MATERIAL FOR THE TASK below:
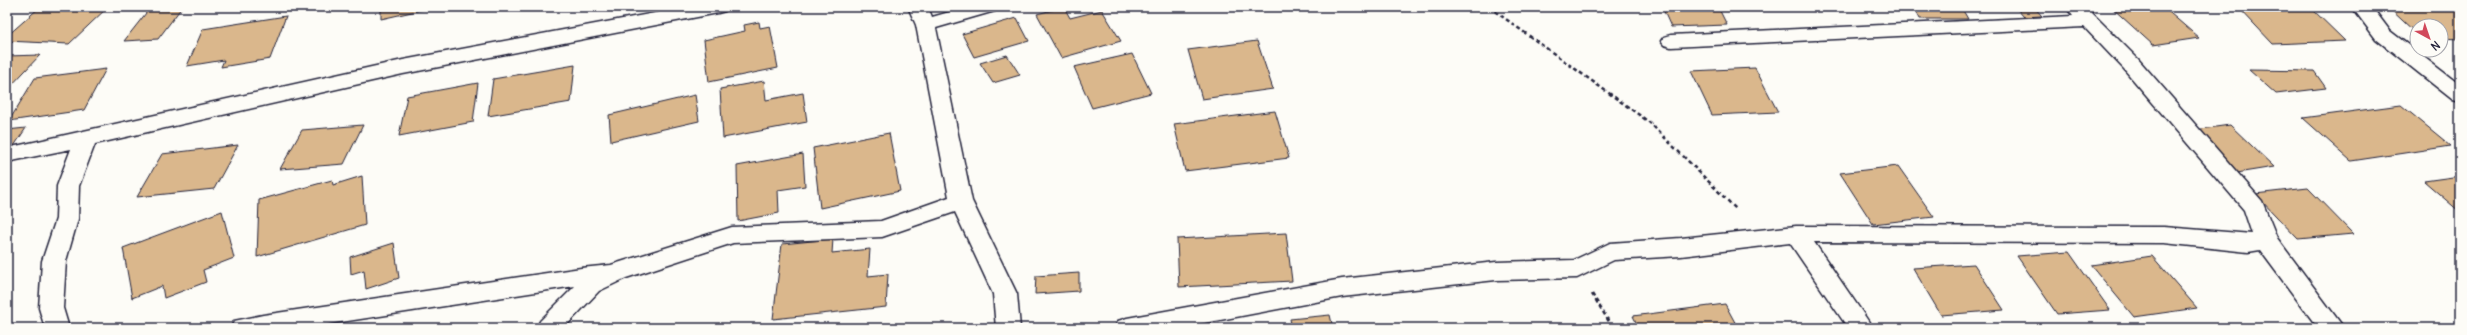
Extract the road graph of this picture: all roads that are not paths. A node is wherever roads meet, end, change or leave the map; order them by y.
1 (718, 7) edge
2 (988, 7) edge
3 (2362, 7) edge
4 (2082, 14) edge
5 (922, 16) edge
6 (1671, 41) dead end
7 (2460, 95) edge
8 (86, 139) junction
9 (7, 155) edge
10 (961, 200) junction
11 (1796, 234) junction
12 (2266, 241) junction
13 (618, 272) junction
14 (58, 328) edge
15 (243, 328) edge
16 (549, 328) edge
17 (1008, 328) edge
18 (1127, 328) edge
19 (1861, 328) edge
20 (2332, 328) edge

1 - 8 street
2 - 5 street
3 - 7 street
4 - 6 street
4 - 12 street
5 - 10 street
8 - 9 street
8 - 14 street
10 - 13 street
10 - 17 street
11 - 12 street
11 - 18 street
11 - 19 street
12 - 20 street
13 - 15 street
13 - 16 street

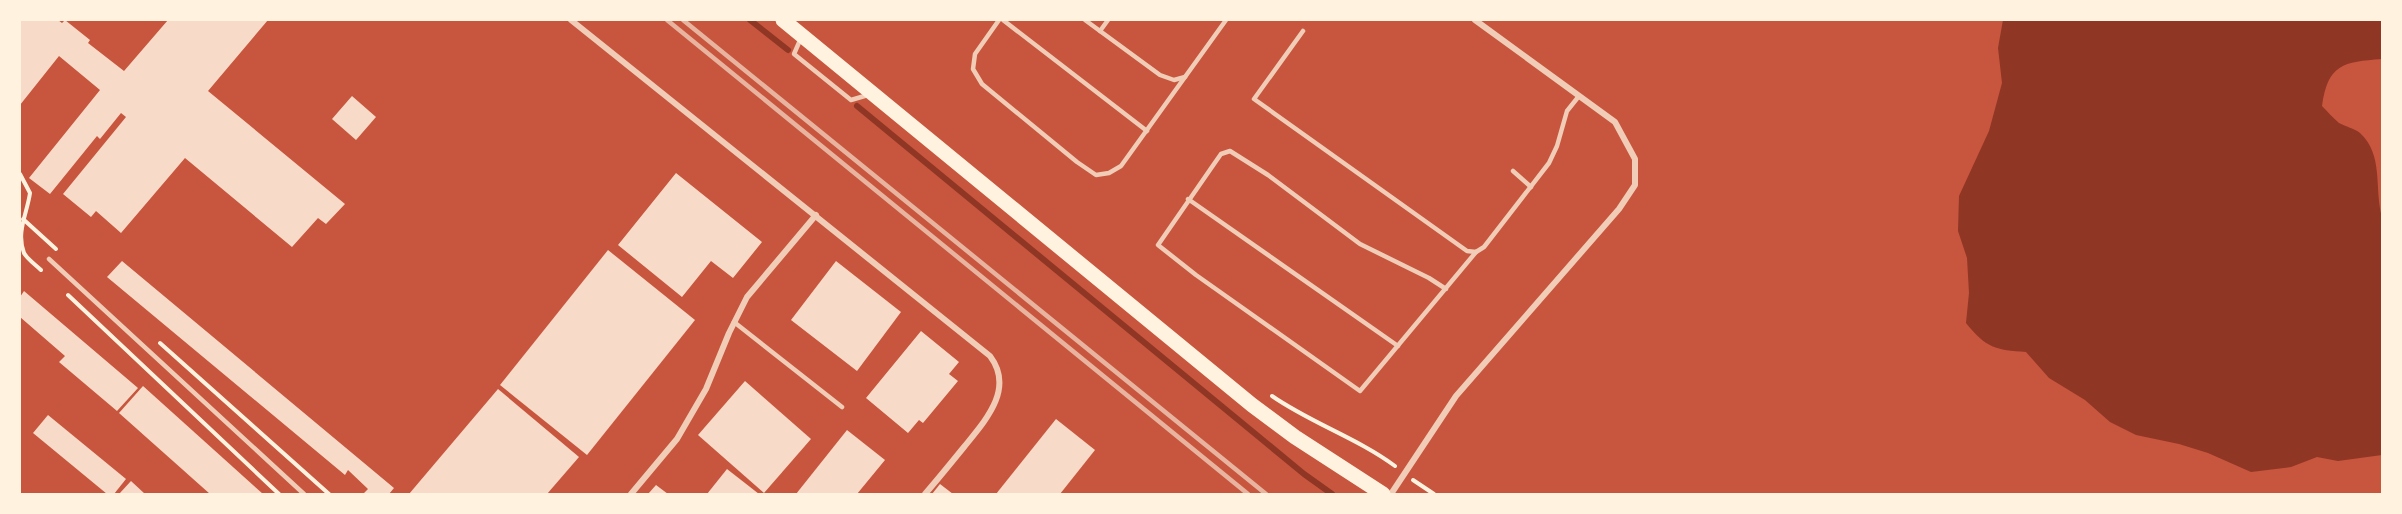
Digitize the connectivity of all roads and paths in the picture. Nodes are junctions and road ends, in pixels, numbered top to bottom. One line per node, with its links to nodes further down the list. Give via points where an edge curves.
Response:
1 (572, 20): 17 (street)
2 (783, 20): 38 (main road, via 1252,405)
3 (1001, 20): 12 (lane); 12 (lane, via 975,54 973,69 982,84 1077,162 1096,175 1109,173 1121,166)
4 (1085, 20): 8 (lane)
5 (1108, 20): 8 (lane)
6 (1226, 20): 10 (lane)
7 (1475, 20): 11 (street)
8 (1100, 31): 10 (lane, via 1160,75 1174,80)
9 (1303, 31): 21 (lane, via 1254,99 1467,251)
10 (1185, 77): 12 (lane)
11 (1579, 96): 15 (lane, via 1567,111 1549,163); 39 (street, via 1615,122 1635,159 1635,185 1619,209 1456,396)
12 (1147, 131)
13 (1513, 171): 15 (lane)
14 (20, 174): 18 (path, via 30,193)
15 (1531, 187): 21 (lane)
16 (1188, 199): 25 (lane, via 1221,154 1230,151 1360,244); 29 (lane); 29 (lane, via 1158,245 1360,391)
17 (816, 215): 27 (street, via 747,297); 37 (street, via 997,365 999,394 990,415)
18 (23, 219): 19 (path); 20 (path)
19 (20, 225): 22 (path)
20 (58, 251)
21 (1476, 252): 25 (lane)
22 (22, 256): 24 (path)
23 (49, 259): 34 (lane)
24 (41, 270)
25 (1446, 289): 29 (lane)
26 (67, 294): 33 (path)
27 (734, 322): 31 (lane); 36 (street, via 706,389 682,429)
28 (154, 337): 35 (path)
29 (1398, 346)
30 (1265, 391): 32 (path, via 1313,422)
31 (842, 407)
32 (1383, 457)
33 (279, 495)
34 (304, 495)
35 (329, 495)
36 (631, 495)
37 (925, 495)
38 (1383, 495)
39 (1391, 495)

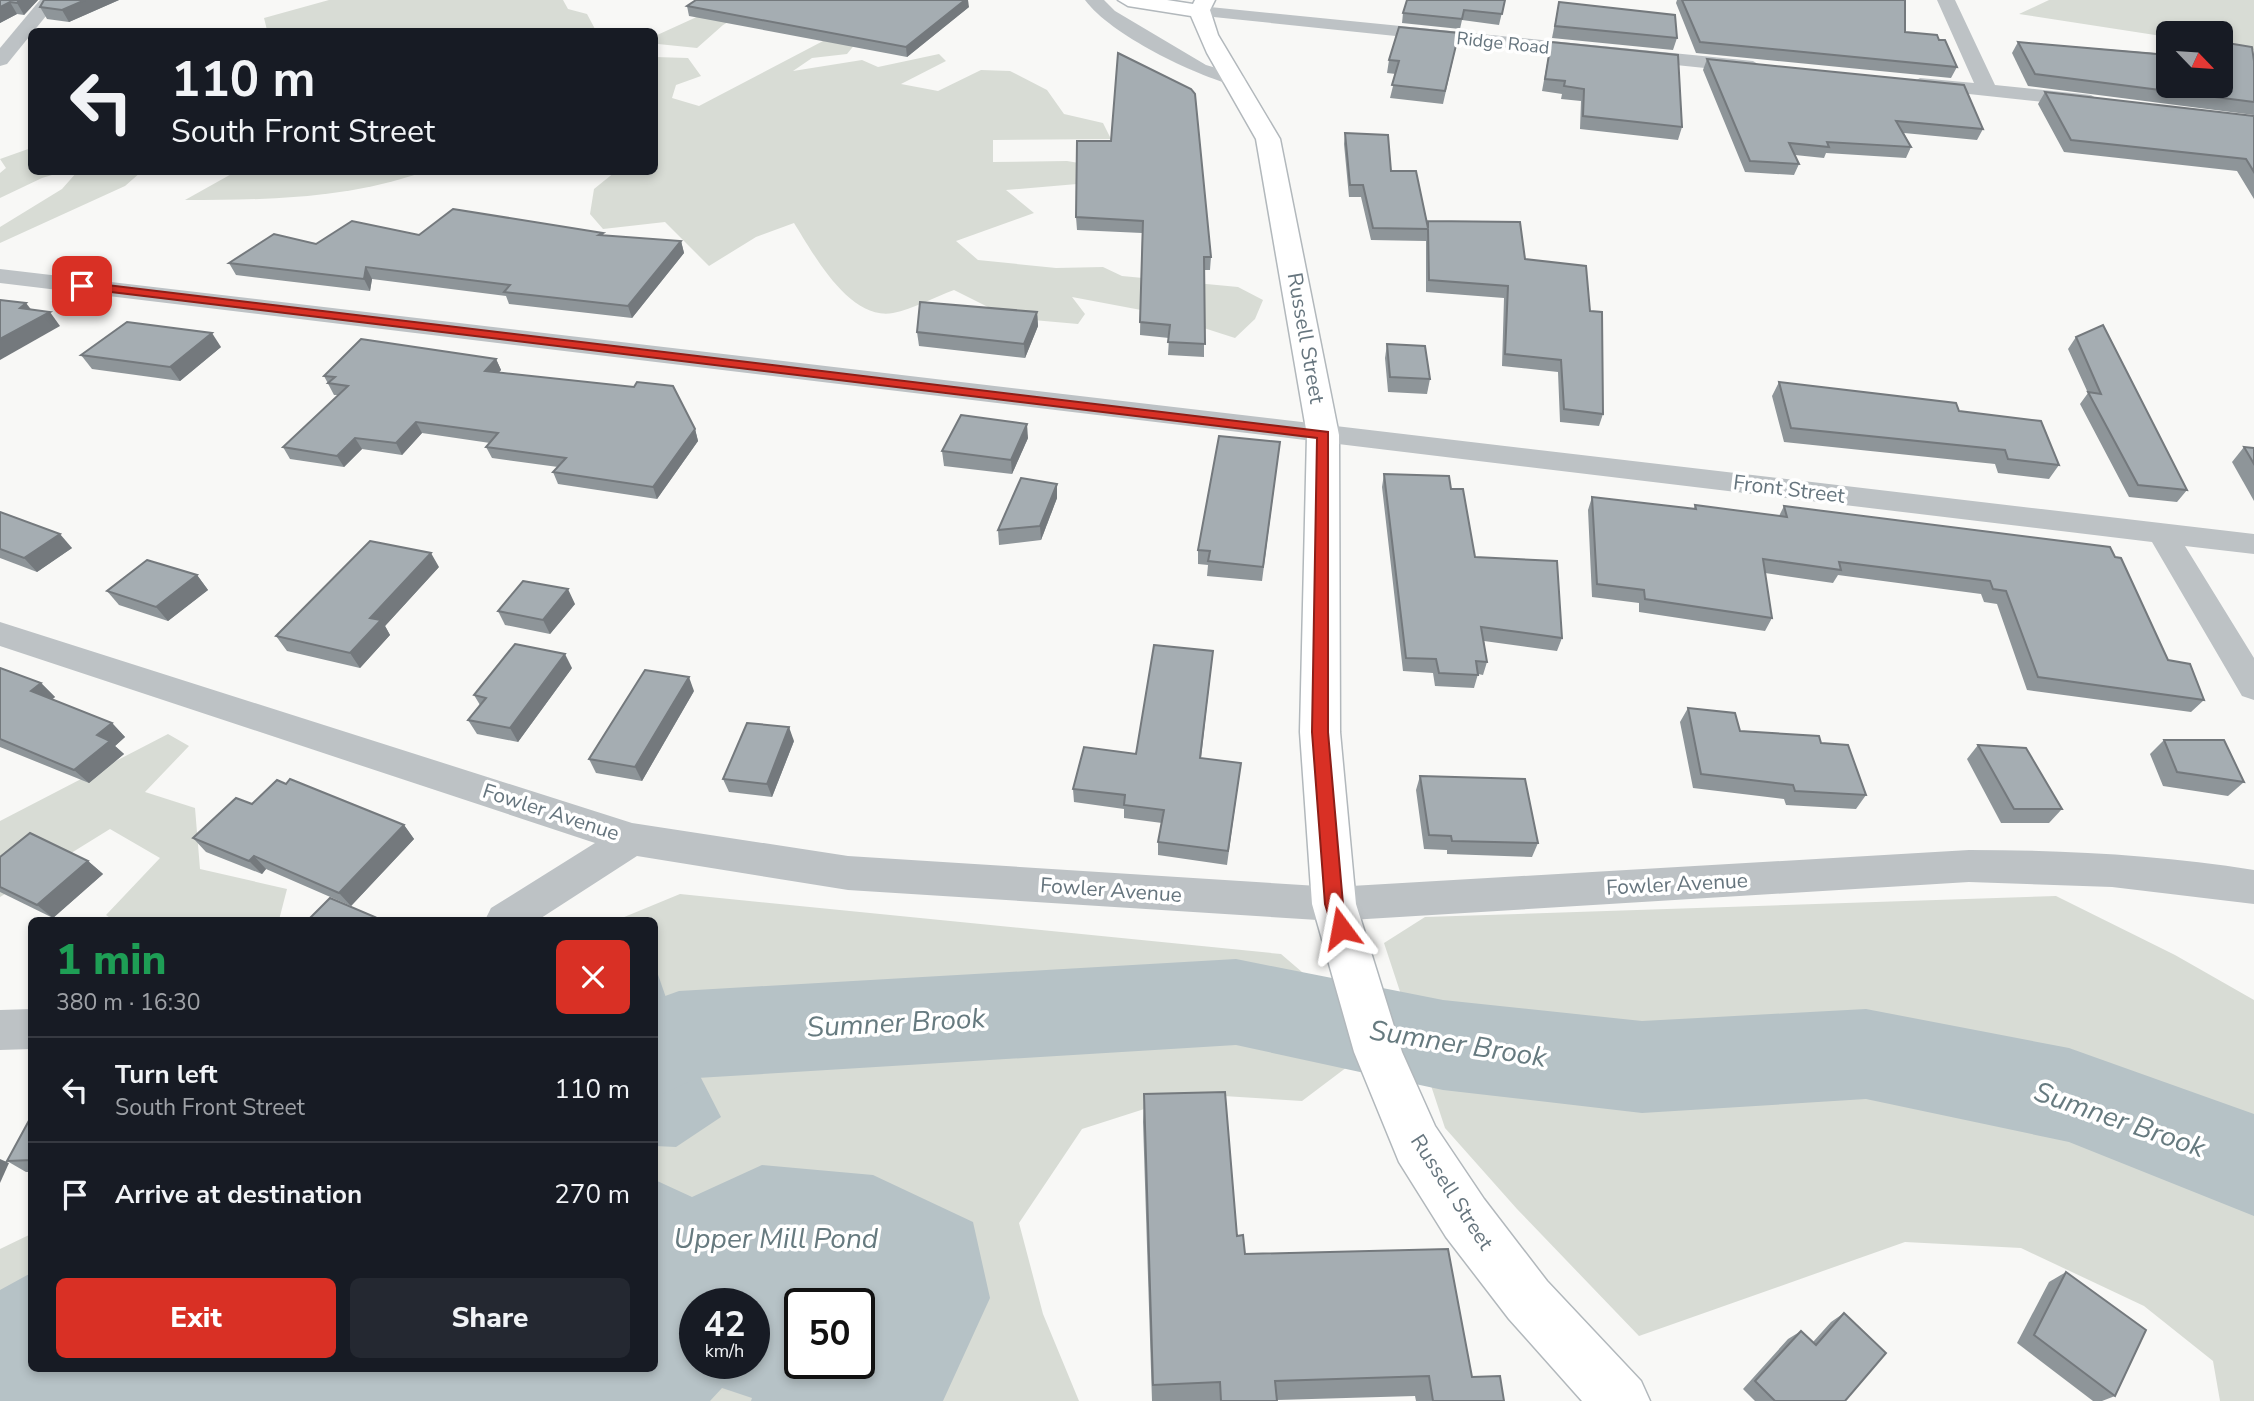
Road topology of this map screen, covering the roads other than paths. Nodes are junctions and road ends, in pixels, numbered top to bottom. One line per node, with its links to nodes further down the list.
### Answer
1 (50, 0): 6 (street)
2 (1094, 0): 8 (street)
3 (1128, 0): 5 (main road, Ridge Road)
4 (1947, 0): 10 (street)
5 (1202, 6): 7 (street, Ridge Road); 8 (main road, Russell Street)
6 (0, 60)
7 (1770, 69)
8 (1236, 80): 13 (main road, Russell Street)
9 (1906, 82): 10 (street)
10 (1987, 90): 11 (street)
11 (2111, 103)
12 (0, 276): 13 (street, Front Street)
13 (1323, 435): 14 (street, Front Street); 20 (main road, Russell Street)
14 (2161, 533): 15 (street, Front Street); 17 (street)
15 (2254, 544)
16 (0, 634): 18 (street, Fowler Avenue)
17 (2254, 687)
18 (632, 838): 20 (street, Fowler Avenue); 21 (street)
19 (2254, 887): 20 (street, Fowler Avenue)
20 (1334, 904): 24 (main road, Russell Street)
21 (511, 917)
22 (28, 1029): 23 (street)
23 (0, 1030)
24 (1621, 1401)

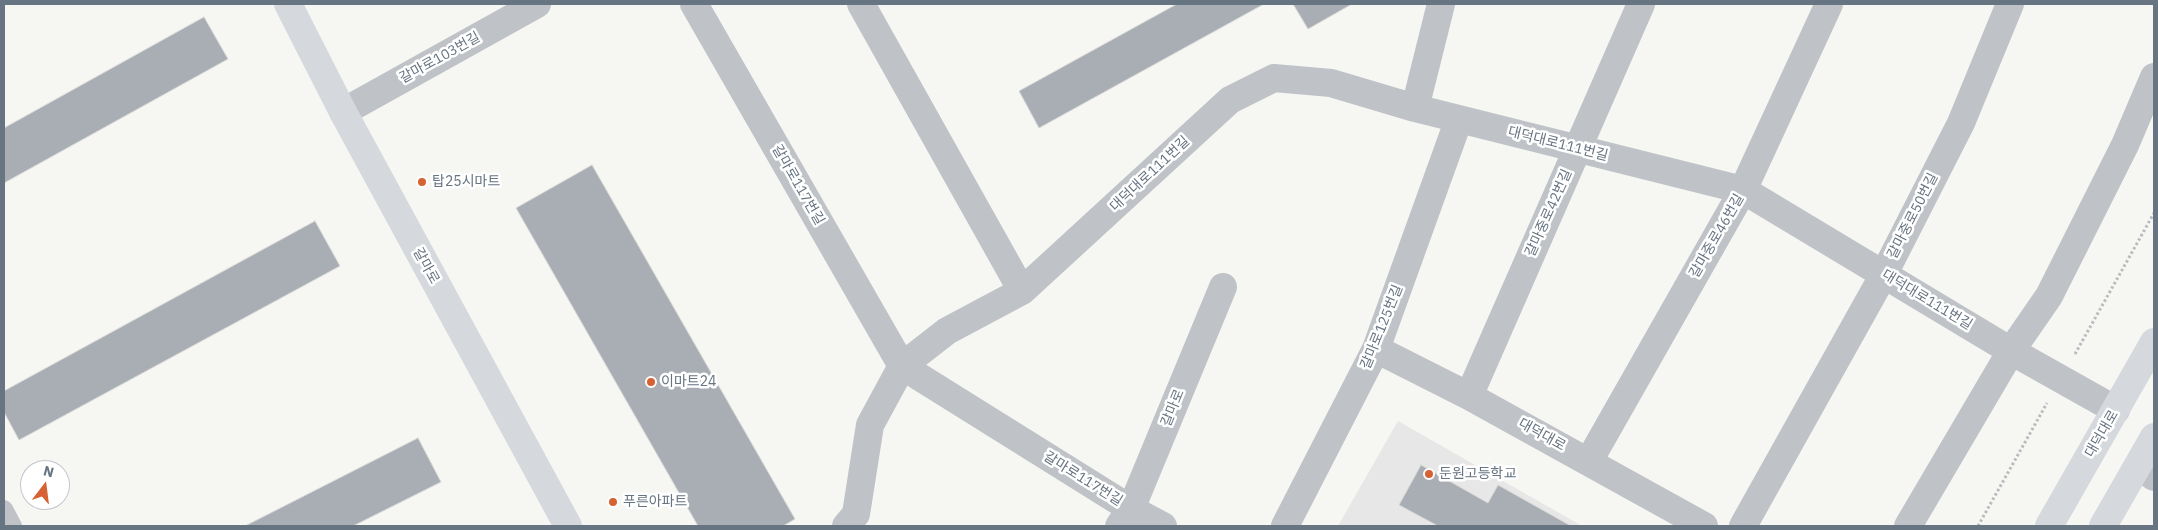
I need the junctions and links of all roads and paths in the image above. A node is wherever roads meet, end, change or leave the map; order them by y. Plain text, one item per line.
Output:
1 (288, 4) edge
2 (537, 4) edge
3 (694, 4) edge
4 (861, 4) edge
5 (1441, 4) edge
6 (1641, 4) edge
7 (1829, 4) edge
8 (2010, 4) edge
9 (2154, 77) edge
10 (1415, 108) junction
11 (343, 112) junction
12 (1459, 119) junction
13 (1577, 150) junction
14 (1743, 190) junction
15 (1884, 274) junction
16 (1223, 287) dead end
17 (1022, 291) junction
18 (2154, 342) edge
19 (1376, 350) junction
20 (2011, 351) junction
21 (902, 366) junction
22 (1469, 396) junction
23 (2116, 410) junction
24 (2154, 437) edge
25 (1589, 461) junction
26 (2146, 472) edge
27 (4, 509) edge
28 (1125, 518) edge
29 (13, 526) edge
30 (568, 526) edge
31 (846, 526) edge
32 (1163, 526) edge
33 (1285, 526) edge
34 (1704, 526) edge
35 (1743, 526) edge
36 (1908, 526) edge
37 (2049, 526) edge
38 (2103, 526) edge

1 - 11 main road, 갈마로
2 - 11 street, 갈마로103번길
3 - 21 street, 갈마로117번길
4 - 17 street
5 - 10 street
6 - 13 street, 갈마중로42번길
7 - 14 street, 갈마중로46번길
8 - 15 street, 갈마중로50번길
9 - 20 street
10 - 12 street, 대덕대로111번길
10 - 17 street, 대덕대로111번길
11 - 30 main road, 갈마로
12 - 13 street, 대덕대로111번길
12 - 19 street, 갈마로125번길
13 - 14 street, 대덕대로111번길
13 - 22 street, 갈마중로42번길
14 - 15 street, 대덕대로111번길
14 - 25 street, 갈마중로46번길
15 - 20 street, 대덕대로111번길
15 - 35 street, 갈마중로50번길
16 - 28 street, 갈마로
17 - 21 street, 대덕대로111번길
18 - 23 main road, 대덕대로
19 - 22 street, 대덕대로
19 - 33 street, 갈마로125번길
20 - 23 street, 대덕대로111번길
20 - 36 street
21 - 28 street, 갈마로117번길
21 - 31 street
22 - 25 street, 대덕대로
23 - 37 main road, 대덕대로
24 - 26 main road
25 - 34 street, 대덕대로
26 - 38 main road
27 - 29 lane
28 - 32 street, 갈마로117번길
End of MATERIAL FOR THE TASK.
* EXERCISE: Filter the data above down to lines with the word "Russell", and copy them.

* ANSWER FOR THIS EXERCISE:
5 (1202, 6): 7 (street, Ridge Road); 8 (main road, Russell Street)
8 (1236, 80): 13 (main road, Russell Street)
13 (1323, 435): 14 (street, Front Street); 20 (main road, Russell Street)
20 (1334, 904): 24 (main road, Russell Street)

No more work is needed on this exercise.